[Source data]
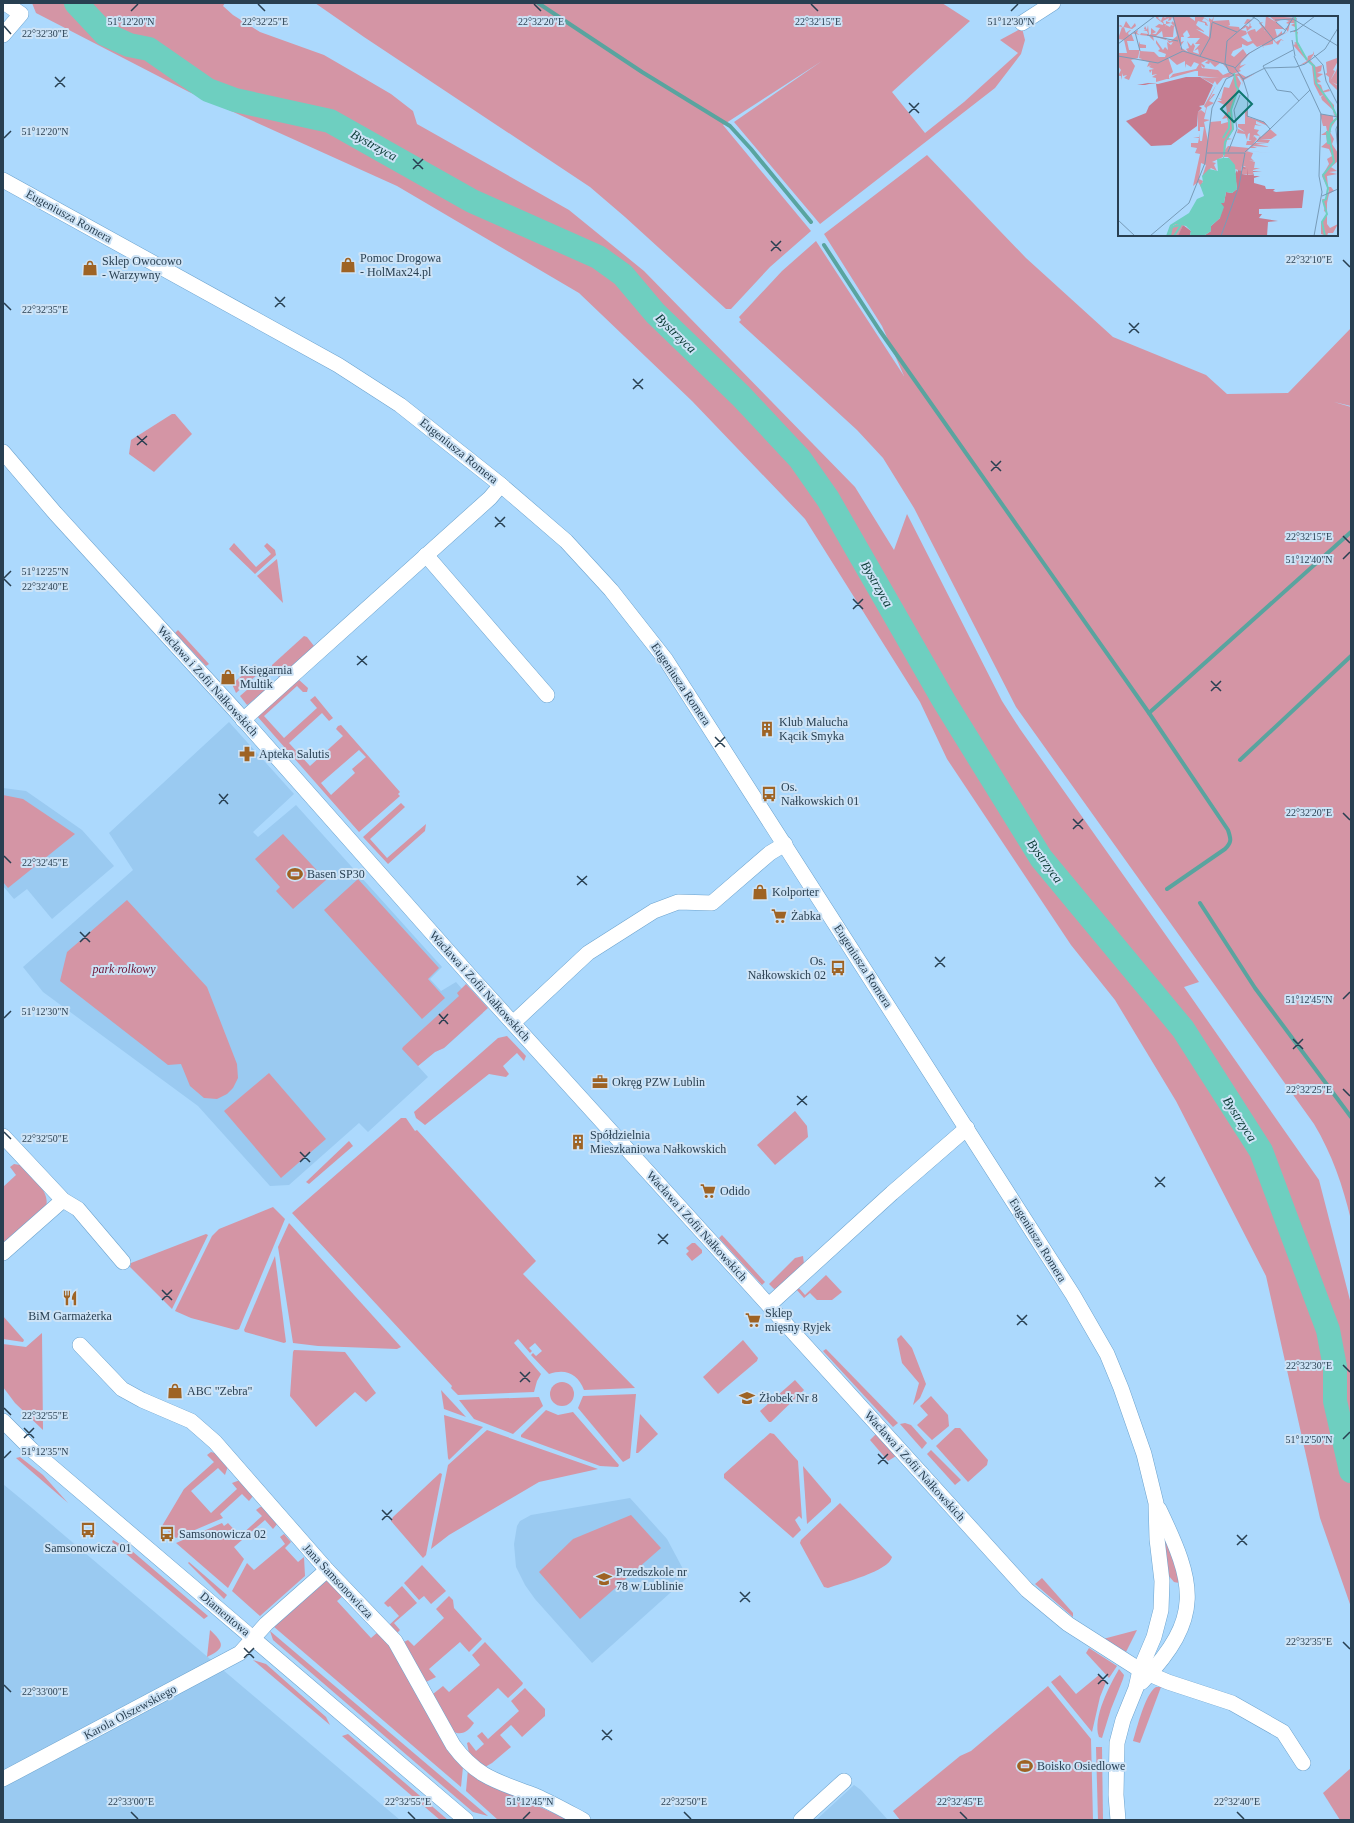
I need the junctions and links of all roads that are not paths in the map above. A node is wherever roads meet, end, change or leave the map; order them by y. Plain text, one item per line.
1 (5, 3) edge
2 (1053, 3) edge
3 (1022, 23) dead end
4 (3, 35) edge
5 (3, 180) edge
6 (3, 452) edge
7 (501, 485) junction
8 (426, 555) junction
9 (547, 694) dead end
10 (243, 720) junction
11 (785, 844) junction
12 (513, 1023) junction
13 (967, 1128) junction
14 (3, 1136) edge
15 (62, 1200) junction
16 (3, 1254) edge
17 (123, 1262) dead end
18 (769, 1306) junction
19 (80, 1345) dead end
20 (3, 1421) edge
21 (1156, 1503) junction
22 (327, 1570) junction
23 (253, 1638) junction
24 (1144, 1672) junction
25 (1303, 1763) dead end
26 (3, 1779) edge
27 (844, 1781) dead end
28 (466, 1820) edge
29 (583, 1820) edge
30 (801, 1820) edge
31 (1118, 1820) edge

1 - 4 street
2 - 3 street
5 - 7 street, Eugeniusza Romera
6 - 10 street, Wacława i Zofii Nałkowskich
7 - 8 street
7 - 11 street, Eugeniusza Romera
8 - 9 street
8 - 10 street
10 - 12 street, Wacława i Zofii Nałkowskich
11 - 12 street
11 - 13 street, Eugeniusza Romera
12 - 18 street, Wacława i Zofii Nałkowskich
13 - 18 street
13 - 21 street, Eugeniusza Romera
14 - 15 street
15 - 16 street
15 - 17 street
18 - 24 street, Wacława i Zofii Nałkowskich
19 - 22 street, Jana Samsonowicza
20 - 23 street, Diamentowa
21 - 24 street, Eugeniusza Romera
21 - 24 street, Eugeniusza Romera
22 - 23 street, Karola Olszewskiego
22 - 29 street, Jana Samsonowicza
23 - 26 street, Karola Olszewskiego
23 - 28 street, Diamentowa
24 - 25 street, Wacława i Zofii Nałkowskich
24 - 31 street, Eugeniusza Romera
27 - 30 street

[What to produce]
Lines that contain the word "Nałkowskich": how many are there in the data? Give the number and nothing else.

[Exercise response]
5